Development of assisted driving APP based on Android mobile phone

Directory Structure:

  1. Project introduction

  2. Network design

  3. Data collection

  4. APP development

  5. APP download

  6. Effect display

 

1. Project introduction:

The main purpose of this project is to explore whether it is possible to implement an APP with a driving assistance function on a general-purpose Android phone.

Function and performance:

  • It can detect regular traffic participants such as pedestrians, bicycles, battery cars, cars, trucks, and buses.

  • In the case of a large number of pedestrians, etc., a reminder can be issued.

  • When the distance to the vehicle ahead is too small, a reminder can be issued.

  • Ability to detect lane lines (to be added in the next version)

  • A reminder can be issued when departing from the lane line (to be added in the next version)

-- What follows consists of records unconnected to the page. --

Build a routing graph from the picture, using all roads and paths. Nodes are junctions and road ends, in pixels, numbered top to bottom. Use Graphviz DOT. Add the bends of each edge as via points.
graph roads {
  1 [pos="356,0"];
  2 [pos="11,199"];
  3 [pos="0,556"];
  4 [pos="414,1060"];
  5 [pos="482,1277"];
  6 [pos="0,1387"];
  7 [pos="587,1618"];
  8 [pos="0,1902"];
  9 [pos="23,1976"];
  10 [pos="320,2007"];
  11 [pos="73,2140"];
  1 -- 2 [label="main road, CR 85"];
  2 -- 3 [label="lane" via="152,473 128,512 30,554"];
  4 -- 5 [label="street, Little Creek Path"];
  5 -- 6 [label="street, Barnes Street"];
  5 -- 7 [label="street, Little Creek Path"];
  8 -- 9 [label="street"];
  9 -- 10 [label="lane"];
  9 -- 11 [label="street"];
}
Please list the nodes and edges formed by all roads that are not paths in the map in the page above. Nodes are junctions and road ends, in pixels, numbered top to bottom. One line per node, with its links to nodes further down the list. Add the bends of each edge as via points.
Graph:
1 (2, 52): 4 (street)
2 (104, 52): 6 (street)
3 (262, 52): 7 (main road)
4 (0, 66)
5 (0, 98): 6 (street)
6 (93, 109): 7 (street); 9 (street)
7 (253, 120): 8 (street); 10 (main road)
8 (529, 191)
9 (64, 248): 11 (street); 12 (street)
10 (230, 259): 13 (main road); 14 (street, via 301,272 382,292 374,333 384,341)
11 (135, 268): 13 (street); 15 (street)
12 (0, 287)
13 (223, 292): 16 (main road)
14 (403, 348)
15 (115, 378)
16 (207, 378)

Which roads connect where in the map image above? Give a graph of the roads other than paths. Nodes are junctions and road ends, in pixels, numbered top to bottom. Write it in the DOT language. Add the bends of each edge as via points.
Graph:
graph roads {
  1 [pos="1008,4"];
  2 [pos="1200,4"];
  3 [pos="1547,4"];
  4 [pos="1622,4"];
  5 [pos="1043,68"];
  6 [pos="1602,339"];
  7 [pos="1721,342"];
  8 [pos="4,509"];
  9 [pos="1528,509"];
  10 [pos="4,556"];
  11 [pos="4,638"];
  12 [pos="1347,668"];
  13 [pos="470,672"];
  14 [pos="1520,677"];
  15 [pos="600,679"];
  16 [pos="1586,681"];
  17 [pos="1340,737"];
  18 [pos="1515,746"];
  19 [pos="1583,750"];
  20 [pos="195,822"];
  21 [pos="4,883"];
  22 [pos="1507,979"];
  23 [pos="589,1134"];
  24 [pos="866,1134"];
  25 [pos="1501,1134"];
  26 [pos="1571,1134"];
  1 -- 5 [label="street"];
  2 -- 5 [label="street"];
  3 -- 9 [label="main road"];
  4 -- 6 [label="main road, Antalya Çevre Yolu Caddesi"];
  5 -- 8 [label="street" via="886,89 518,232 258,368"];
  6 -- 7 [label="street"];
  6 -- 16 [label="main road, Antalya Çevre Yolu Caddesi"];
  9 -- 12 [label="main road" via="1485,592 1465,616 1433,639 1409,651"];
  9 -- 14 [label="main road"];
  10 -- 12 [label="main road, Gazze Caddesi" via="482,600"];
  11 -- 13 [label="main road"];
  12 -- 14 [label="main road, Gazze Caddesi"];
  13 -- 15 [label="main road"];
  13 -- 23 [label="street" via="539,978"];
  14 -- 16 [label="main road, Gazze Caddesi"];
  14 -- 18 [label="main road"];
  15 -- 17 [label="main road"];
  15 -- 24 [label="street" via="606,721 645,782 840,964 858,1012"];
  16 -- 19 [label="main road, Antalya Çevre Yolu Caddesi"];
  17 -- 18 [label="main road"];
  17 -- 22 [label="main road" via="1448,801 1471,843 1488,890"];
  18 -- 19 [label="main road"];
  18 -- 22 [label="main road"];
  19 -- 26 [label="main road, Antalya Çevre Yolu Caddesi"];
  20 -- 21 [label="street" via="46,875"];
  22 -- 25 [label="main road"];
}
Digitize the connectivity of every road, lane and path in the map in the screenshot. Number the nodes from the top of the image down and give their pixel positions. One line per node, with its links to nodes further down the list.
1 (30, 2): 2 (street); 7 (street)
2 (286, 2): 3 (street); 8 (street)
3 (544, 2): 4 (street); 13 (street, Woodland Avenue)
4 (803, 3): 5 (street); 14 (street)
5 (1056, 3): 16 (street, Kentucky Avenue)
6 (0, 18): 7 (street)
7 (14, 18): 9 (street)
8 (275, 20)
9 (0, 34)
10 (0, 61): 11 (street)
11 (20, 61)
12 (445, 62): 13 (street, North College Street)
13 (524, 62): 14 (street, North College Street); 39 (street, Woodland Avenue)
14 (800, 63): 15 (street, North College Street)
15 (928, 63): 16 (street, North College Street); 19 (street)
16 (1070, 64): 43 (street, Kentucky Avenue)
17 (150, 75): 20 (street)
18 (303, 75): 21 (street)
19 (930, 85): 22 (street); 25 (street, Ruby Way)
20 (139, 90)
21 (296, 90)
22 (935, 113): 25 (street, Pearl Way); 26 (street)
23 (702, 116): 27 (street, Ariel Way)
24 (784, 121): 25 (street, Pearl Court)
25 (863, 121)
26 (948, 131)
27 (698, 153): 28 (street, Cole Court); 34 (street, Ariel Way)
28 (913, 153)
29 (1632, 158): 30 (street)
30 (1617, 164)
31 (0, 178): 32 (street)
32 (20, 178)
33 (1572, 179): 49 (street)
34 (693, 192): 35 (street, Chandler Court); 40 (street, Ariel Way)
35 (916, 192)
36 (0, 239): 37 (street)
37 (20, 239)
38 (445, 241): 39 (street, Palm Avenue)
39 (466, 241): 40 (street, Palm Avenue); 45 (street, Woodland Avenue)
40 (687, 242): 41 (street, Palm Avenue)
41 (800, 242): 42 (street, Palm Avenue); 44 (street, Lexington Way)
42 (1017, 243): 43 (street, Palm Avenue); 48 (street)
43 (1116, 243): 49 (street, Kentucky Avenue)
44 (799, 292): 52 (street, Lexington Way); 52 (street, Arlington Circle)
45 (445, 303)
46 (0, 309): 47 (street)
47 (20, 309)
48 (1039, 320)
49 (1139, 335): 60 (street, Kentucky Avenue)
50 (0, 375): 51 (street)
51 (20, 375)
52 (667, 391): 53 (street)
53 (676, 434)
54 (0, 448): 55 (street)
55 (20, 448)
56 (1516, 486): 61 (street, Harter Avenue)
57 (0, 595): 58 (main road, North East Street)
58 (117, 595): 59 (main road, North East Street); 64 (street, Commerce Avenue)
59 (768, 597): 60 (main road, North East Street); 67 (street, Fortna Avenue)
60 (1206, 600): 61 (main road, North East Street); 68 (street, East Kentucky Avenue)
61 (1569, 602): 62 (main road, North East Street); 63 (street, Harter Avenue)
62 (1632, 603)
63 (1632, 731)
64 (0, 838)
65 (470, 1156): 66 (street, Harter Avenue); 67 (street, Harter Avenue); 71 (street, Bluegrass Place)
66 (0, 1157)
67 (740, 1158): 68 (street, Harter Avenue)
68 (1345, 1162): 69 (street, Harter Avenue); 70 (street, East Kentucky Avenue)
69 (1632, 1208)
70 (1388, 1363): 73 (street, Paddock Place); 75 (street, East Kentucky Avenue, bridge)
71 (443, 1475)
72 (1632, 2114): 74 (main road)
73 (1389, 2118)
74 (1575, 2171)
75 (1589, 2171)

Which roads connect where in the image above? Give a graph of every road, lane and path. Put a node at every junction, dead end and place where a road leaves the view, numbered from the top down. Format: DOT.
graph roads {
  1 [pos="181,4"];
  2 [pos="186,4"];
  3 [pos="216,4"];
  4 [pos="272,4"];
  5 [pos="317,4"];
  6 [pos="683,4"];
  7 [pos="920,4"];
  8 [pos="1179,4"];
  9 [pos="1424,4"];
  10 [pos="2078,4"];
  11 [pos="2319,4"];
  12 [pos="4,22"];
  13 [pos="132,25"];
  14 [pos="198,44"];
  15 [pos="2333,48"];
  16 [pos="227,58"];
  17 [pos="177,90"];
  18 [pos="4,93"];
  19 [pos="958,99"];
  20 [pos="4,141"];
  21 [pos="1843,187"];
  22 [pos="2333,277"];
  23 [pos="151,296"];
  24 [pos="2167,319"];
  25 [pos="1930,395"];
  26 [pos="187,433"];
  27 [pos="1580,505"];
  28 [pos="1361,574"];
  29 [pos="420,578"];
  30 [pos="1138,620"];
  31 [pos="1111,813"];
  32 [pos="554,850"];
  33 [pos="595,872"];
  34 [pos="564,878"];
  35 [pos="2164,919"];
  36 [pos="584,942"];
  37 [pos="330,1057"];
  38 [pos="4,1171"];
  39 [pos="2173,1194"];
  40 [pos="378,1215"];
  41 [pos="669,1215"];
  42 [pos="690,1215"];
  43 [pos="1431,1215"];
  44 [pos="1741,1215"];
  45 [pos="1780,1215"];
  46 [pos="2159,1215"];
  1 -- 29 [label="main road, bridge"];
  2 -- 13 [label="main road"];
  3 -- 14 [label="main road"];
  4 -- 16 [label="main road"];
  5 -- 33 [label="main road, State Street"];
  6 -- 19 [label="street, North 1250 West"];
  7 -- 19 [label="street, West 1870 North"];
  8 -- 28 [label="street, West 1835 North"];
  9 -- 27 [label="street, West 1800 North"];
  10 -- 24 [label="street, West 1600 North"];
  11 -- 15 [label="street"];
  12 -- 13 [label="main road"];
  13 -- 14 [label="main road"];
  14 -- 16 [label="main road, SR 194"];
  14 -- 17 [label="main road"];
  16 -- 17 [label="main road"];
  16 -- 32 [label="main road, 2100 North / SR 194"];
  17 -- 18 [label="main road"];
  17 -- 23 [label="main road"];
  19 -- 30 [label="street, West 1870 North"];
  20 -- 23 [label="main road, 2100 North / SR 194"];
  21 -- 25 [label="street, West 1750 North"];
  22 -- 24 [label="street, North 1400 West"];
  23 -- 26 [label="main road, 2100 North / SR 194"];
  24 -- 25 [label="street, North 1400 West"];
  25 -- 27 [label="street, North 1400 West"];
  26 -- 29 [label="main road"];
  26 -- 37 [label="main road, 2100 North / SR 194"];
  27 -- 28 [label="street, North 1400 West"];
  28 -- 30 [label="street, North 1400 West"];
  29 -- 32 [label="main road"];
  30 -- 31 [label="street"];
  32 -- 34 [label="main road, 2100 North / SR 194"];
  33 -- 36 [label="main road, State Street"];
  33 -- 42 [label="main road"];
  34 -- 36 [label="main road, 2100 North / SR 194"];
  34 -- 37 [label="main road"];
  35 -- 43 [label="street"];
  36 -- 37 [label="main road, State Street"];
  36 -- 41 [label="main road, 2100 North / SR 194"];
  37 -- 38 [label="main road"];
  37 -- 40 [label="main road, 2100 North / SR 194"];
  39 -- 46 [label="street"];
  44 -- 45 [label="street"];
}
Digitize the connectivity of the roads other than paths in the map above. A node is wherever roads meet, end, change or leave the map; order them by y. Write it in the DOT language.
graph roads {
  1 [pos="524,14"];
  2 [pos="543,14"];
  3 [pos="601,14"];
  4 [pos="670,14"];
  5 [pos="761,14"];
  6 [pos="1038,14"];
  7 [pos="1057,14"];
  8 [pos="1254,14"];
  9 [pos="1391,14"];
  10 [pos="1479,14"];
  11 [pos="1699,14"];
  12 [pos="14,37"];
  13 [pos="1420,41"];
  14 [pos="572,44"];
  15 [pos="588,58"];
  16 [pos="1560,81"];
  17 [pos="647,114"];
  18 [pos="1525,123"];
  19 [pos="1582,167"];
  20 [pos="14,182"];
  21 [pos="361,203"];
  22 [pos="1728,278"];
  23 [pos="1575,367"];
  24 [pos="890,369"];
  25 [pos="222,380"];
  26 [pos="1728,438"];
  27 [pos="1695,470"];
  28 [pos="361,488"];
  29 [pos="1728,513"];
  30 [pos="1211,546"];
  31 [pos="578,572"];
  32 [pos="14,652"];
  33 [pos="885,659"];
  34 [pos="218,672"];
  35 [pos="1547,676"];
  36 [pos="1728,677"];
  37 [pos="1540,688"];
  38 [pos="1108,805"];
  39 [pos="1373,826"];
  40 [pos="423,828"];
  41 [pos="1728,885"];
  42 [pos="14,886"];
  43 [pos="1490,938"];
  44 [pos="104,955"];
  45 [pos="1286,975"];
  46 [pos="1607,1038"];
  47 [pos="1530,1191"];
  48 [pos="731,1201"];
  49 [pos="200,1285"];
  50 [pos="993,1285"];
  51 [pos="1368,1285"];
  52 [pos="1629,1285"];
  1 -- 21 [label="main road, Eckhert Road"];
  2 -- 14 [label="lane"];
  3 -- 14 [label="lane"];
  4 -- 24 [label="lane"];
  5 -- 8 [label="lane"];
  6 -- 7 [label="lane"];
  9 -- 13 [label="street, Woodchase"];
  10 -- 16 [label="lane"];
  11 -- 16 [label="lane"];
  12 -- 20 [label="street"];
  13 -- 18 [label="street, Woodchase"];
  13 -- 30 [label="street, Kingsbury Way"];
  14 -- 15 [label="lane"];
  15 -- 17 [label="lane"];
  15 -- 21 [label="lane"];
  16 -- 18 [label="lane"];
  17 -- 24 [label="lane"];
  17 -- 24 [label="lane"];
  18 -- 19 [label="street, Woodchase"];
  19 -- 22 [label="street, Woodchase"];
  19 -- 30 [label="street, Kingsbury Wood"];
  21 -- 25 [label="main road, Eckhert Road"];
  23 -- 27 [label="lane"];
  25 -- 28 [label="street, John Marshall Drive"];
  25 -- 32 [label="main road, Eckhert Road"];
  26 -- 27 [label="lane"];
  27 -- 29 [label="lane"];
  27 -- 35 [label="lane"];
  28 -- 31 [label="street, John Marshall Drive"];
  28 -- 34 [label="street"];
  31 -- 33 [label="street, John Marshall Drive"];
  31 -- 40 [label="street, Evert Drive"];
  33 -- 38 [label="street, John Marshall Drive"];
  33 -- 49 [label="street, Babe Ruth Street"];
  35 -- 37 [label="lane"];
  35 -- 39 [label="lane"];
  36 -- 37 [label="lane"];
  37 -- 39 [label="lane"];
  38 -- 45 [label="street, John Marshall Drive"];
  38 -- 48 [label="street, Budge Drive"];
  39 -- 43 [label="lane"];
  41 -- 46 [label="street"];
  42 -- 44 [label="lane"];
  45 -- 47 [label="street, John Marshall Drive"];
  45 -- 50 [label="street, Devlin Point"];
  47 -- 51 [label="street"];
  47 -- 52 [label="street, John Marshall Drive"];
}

  • Can run in real time on mobile phones (>=10fps)

 

2. Network design

To realize the detection of vehicles, pedestrians, etc., a conventional target detection network is required (regardless of the direction of the object, otherwise the performance of the mobile phone is not enough), and a lane line detection network is required to realize lane line detection. If you use the serial method, it will inevitably increase the delay, which will cause the mobile terminal to fail to run smoothly. Therefore, it is considered to merge the two networks here, share the backbone and neck parts, and the target detection head and the lane line detection head are independent of each other. As shown below:

 

Object detection network:

There are actually many lightweight target networks, such as mobilenetSSD, yolo-lite, yolo-fastest, nanodet, yolov5s, etc. In terms of comprehensive computing power and accuracy, yolov5s is a good choice. In general, on the basis of yolov3, yolov5 adds some modules that reduce the amount of calculation, such as FOCUS module, CSP module, etc., which reduces the amount of calculation of yolo. On the other hand, it uses PAN, SPP, etc. to increase the network accuracy. This target detection chooses yolov5s.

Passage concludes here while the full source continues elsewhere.